*Exercise brief*
Go line by line through the listing below and copy those that hold "SARJAPURA".

*Data to use*
•••••

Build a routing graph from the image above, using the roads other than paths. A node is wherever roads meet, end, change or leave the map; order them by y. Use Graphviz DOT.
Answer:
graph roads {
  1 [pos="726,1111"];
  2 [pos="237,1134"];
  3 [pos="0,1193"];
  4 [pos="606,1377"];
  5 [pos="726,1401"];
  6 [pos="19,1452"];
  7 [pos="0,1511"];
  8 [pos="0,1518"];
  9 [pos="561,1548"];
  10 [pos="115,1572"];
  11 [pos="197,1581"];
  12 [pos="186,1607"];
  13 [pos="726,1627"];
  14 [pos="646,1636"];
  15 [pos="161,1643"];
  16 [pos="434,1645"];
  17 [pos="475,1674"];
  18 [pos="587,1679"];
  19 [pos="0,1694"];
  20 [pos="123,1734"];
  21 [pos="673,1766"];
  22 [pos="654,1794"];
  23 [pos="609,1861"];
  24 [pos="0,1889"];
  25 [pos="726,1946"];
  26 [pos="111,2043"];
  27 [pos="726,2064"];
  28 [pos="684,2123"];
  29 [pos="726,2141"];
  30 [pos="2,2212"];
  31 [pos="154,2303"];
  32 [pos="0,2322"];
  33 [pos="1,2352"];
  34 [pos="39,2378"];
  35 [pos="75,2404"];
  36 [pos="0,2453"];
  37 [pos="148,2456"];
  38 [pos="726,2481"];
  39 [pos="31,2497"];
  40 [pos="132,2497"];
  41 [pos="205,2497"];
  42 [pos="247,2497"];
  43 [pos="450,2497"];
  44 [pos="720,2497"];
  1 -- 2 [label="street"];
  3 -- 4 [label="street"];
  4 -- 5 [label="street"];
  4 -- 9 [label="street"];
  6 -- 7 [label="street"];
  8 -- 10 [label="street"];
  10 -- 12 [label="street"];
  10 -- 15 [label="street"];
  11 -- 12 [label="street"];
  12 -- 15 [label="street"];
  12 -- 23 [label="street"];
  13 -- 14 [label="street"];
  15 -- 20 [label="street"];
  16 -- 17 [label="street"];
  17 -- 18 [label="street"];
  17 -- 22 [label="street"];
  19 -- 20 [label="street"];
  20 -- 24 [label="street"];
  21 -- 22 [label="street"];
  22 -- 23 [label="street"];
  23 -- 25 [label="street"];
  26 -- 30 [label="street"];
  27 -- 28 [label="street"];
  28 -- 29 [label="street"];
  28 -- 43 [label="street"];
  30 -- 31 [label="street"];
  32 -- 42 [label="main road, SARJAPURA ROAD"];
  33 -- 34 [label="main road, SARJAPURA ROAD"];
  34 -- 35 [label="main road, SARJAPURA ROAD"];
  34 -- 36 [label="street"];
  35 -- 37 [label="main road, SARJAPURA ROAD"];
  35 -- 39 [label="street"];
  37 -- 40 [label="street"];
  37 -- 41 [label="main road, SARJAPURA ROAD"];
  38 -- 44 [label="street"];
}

•••••

*Solved problem*
  32 -- 42 [label="main road, SARJAPURA ROAD"];
  33 -- 34 [label="main road, SARJAPURA ROAD"];
  34 -- 35 [label="main road, SARJAPURA ROAD"];
  35 -- 37 [label="main road, SARJAPURA ROAD"];
  37 -- 41 [label="main road, SARJAPURA ROAD"];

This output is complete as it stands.